Rehabilitation and recovery time will depend on the type of shoulder instability, the extent of the damage and treatment received. Generally, most surgeries require 6 weeks in a sling, which allows time for the labrum to heal back to the bone. During this time passive exercises (movement, without using the shoulder muscles) are performed to prevent excessive shoulder stiffness. After the labrum has healed to the bone, the sling can be removed and active exercises can commence. Exercises should never cause excessive shoulder pain.

What Are The Risks Associated With Surgery?

As with any surgery there are associated risks. The risks also depend on the treatment you have received and the extent of the damage. In general, complications related to shoulder stabilisation include:
  • Post operative shoulder pain and swelling, including bruising down the arm.
  • Shoulder stiffness
    1. Most patients have a period of stiffness after surgery and after 6 weeks in a sling. The stiffness improves with physiotherapy, once it commences. Some patients may notice a loss of external rotation of the shoulder, after the Latarjet procedure; however this will not cause any functional loss.

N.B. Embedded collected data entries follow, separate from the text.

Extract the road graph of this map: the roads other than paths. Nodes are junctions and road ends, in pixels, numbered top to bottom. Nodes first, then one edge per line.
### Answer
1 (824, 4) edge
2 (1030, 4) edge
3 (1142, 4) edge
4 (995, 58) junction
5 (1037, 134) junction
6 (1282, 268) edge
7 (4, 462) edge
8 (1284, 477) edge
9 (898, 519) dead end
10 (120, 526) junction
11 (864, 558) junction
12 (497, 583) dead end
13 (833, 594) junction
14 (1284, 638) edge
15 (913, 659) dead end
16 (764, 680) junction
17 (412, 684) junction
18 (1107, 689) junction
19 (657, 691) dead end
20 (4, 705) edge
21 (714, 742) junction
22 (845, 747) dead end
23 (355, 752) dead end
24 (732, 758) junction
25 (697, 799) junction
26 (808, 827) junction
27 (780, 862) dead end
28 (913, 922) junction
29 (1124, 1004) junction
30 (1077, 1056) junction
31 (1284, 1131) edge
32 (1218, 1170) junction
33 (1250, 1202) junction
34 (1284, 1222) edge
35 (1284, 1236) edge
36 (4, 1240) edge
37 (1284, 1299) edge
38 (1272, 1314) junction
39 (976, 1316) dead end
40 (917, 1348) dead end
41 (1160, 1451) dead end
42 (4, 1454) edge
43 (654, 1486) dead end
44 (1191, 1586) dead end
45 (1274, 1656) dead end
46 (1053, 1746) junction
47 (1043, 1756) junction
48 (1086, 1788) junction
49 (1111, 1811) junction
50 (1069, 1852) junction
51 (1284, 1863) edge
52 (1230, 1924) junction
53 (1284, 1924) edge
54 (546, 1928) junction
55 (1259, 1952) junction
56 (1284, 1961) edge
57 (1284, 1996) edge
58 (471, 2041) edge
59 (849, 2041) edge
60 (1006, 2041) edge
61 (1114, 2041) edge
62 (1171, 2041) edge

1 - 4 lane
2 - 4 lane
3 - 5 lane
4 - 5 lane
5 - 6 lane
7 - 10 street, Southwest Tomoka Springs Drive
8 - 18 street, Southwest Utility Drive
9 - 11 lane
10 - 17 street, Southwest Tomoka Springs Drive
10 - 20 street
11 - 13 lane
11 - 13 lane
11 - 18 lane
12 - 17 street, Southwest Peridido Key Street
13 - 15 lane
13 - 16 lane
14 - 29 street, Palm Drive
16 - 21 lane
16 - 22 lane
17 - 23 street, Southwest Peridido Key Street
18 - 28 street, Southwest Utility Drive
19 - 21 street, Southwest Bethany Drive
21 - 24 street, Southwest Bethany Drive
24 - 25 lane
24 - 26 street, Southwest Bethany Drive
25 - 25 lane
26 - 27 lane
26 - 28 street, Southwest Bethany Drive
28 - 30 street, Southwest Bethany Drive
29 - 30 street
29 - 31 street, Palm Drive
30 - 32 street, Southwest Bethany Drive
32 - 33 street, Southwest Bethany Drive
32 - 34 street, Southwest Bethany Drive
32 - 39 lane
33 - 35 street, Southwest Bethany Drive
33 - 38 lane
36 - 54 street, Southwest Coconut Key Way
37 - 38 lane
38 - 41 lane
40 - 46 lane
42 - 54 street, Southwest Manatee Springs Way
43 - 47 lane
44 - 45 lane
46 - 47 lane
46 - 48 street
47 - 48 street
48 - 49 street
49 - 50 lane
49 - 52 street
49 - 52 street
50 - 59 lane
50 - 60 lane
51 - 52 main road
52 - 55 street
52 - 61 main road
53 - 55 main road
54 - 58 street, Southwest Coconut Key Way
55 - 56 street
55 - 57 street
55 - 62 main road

  • Recurrence of the dislocation.
    1. Shoulder stabilisation reduces the risk of recurrent dislocation, but not to zero.
    2. The risk of recurrent dislocation after Bankart repair may be as high as 15%, in young active males, compared to greater than 80% in non-surgically treated shoulders.
  • Loss of throwing strength and delay or inability to return to sports
    1. In general, it takes 6 months to return to sports, however full throwing strength can often take longer to recover (one year or longer).
  • Shoulder Arthritis
    1. Damage to the cartilage of the shoulder joint which occurs with shoulder dislocation treatment predisposes the shoulder to developing arthritis. Unfortunately, surgery cannot reverse any damage to the shoulder joint cartilage, however stabilizing the shoulder may prevent the cartilage damage from worsening during recurrent dislocations.
  • General Surgical Complications
    1. Nerve injuries – stretching of nerves during the shoulder dislocation treatment (most common) or the surgery may cause numbness or muscle weakness in the arm. Most nerve palsies are temporary.
    2. Infection – very rare with arthroscopic shoulder surgery.
    3. DVT – very rare with surgery of the upper limb.
    4. Allergic reactions to anaesthetic drugs or pain medications.
    5. Anaesthetic Complications – discuss with your anaesthetist.